=== EXERCISE ===
From the records below, please repeat exactly the line that has "thumb cmc: (865, 1094)", the line that has "pinky mcp: (705, 1028)", and every line between them, and nothing else.

=== EXERCISE INPUT ===
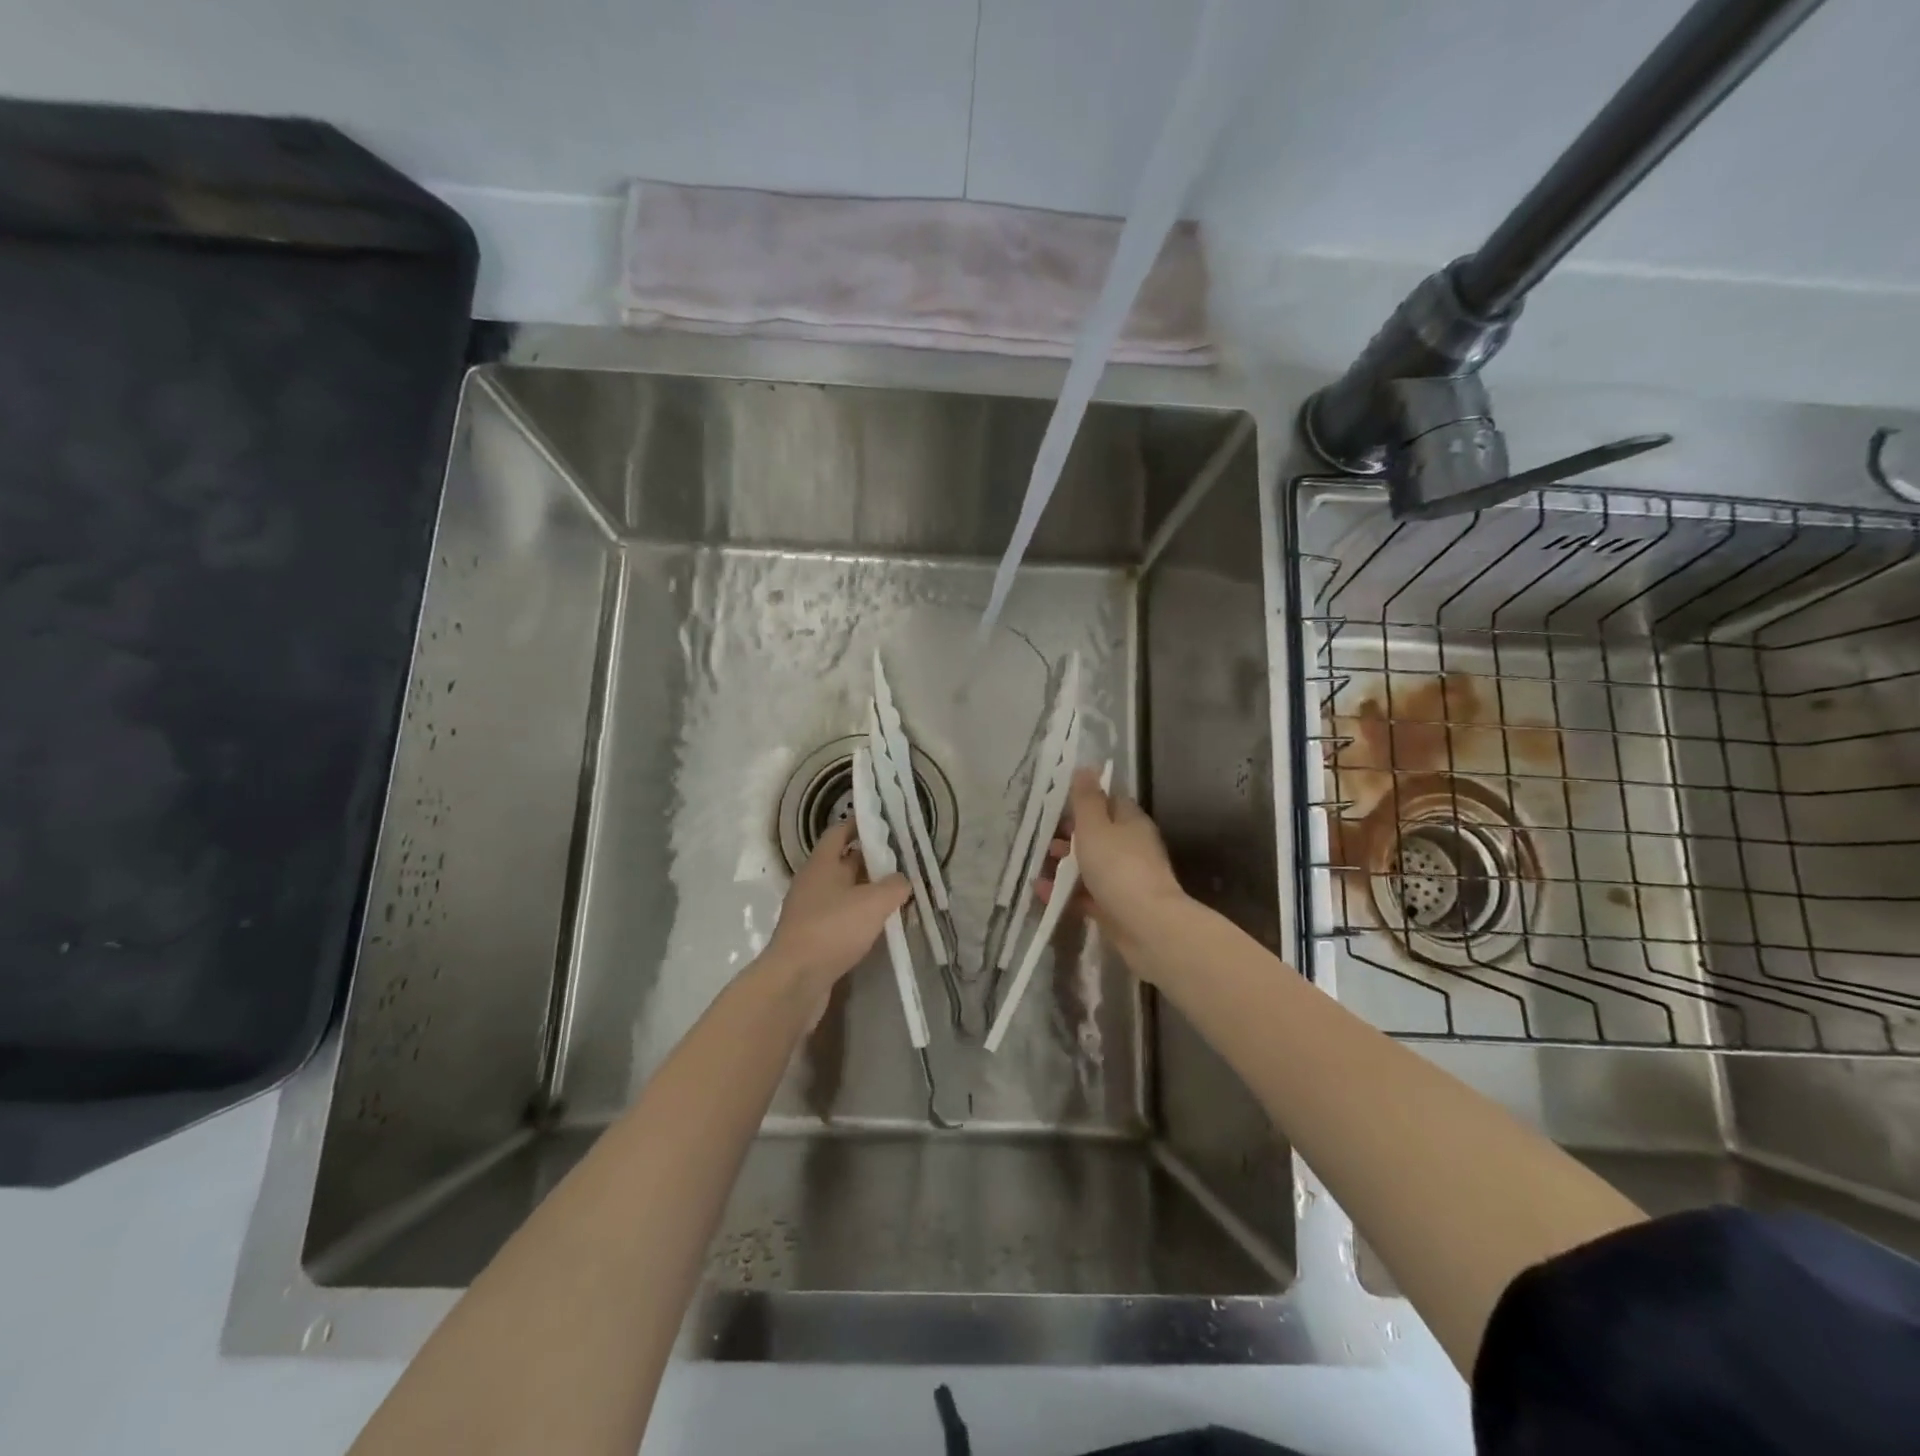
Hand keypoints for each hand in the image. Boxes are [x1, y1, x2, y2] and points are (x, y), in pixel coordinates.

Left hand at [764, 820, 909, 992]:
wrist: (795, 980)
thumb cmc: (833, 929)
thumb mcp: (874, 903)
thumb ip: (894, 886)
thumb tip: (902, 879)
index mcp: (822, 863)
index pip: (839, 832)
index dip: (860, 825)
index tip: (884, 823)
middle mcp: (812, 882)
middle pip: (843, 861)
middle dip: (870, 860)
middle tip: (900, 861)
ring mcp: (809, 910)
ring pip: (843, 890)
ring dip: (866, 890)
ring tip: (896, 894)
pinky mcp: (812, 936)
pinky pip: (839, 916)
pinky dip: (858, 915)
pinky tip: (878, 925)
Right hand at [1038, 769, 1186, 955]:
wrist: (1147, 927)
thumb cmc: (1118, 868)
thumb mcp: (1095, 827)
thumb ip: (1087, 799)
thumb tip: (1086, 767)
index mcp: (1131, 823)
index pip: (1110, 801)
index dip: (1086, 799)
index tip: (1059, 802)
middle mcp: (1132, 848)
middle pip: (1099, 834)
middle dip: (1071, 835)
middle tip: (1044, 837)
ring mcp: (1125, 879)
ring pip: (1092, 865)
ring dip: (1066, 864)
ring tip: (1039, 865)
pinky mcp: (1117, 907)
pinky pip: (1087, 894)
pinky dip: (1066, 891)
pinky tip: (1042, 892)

--

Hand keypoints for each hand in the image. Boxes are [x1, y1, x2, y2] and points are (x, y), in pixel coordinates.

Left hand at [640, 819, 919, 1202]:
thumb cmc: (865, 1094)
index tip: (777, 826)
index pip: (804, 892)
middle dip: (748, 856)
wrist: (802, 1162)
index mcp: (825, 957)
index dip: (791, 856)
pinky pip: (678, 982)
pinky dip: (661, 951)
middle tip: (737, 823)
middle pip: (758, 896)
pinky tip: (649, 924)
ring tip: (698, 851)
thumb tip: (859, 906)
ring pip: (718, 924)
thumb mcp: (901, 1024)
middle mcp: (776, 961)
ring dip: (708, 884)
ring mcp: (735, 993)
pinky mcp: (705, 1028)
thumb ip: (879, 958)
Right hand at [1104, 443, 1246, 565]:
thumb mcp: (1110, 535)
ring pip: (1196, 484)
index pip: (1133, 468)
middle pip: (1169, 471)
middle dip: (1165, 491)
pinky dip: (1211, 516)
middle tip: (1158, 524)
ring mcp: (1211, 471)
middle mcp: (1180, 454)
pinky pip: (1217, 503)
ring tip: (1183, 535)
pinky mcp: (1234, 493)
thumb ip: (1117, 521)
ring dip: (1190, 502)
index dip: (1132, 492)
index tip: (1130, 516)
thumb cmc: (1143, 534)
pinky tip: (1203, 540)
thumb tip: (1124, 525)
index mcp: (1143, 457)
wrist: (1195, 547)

--

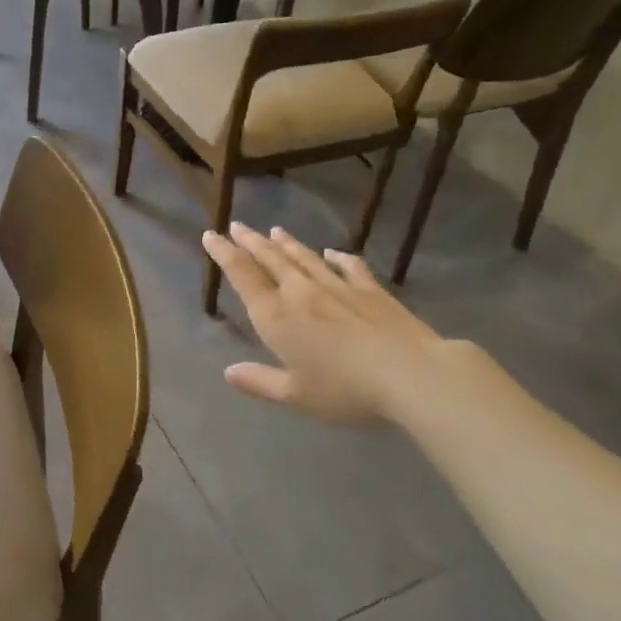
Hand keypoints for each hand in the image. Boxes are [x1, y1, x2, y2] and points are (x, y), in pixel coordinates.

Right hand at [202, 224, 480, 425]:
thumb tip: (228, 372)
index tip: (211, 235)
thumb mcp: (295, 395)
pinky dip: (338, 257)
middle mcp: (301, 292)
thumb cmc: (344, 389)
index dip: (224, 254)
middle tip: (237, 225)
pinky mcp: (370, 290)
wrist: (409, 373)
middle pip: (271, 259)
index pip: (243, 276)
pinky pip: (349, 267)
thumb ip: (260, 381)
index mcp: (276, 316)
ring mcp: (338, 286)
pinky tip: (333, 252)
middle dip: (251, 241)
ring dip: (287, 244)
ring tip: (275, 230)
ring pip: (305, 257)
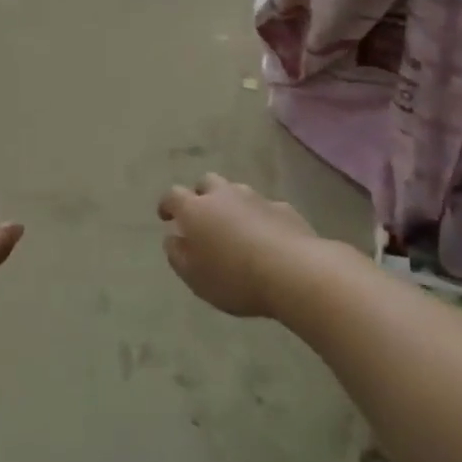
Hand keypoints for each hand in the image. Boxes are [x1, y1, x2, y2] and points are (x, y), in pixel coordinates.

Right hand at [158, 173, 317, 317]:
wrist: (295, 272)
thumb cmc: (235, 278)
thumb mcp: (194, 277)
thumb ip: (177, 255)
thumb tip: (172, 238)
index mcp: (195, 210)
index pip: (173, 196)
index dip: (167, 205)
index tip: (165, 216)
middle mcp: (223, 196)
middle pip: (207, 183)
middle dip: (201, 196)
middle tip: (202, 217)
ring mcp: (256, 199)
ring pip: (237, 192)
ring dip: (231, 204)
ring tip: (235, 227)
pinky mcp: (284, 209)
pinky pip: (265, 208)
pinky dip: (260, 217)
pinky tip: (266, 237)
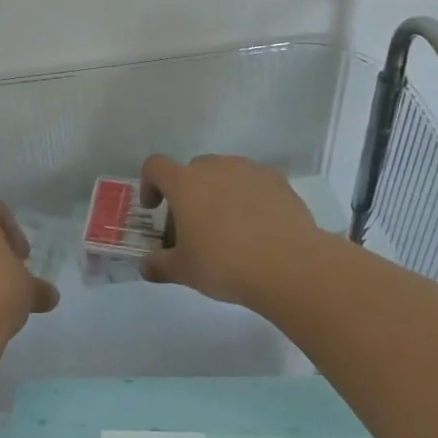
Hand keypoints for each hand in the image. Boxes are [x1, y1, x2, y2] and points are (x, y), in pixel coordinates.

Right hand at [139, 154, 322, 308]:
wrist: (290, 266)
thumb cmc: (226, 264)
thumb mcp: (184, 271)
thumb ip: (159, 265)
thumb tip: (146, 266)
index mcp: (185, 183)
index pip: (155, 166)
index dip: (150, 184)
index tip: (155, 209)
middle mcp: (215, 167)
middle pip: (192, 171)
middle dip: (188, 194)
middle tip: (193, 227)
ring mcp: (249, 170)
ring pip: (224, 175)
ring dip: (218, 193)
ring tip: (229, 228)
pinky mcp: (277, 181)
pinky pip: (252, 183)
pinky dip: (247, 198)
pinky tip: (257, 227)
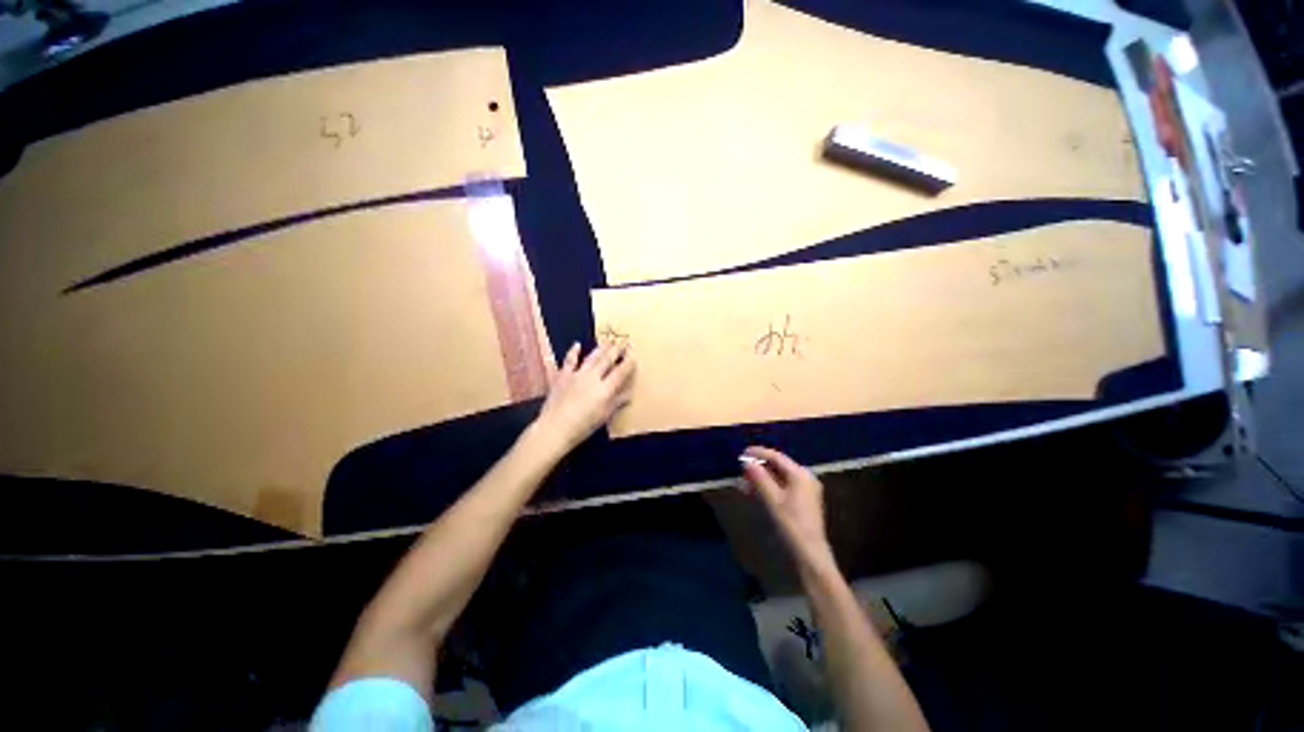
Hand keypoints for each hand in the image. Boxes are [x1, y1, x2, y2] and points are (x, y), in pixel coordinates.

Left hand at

=== WRITTEN ANSWER ===
thumb cmc: (865, 1094)
index tip: (777, 826)
index pip: (804, 892)
middle dip: (748, 856)
wrist: (802, 1162)
index mcp: (825, 957)
index dip: (791, 856)
pinky pip: (678, 982)
pinky dip: (661, 951)
middle tip: (737, 823)
middle pip: (758, 896)
pinky tip: (649, 924)
ring tip: (698, 851)
thumb tip: (859, 906)
ring pip: (718, 924)
thumb mcp: (901, 1024)
middle mcp: (776, 961)
ring dip: (708, 884)
ring mcp: (735, 993)
pinky mcp: (705, 1028)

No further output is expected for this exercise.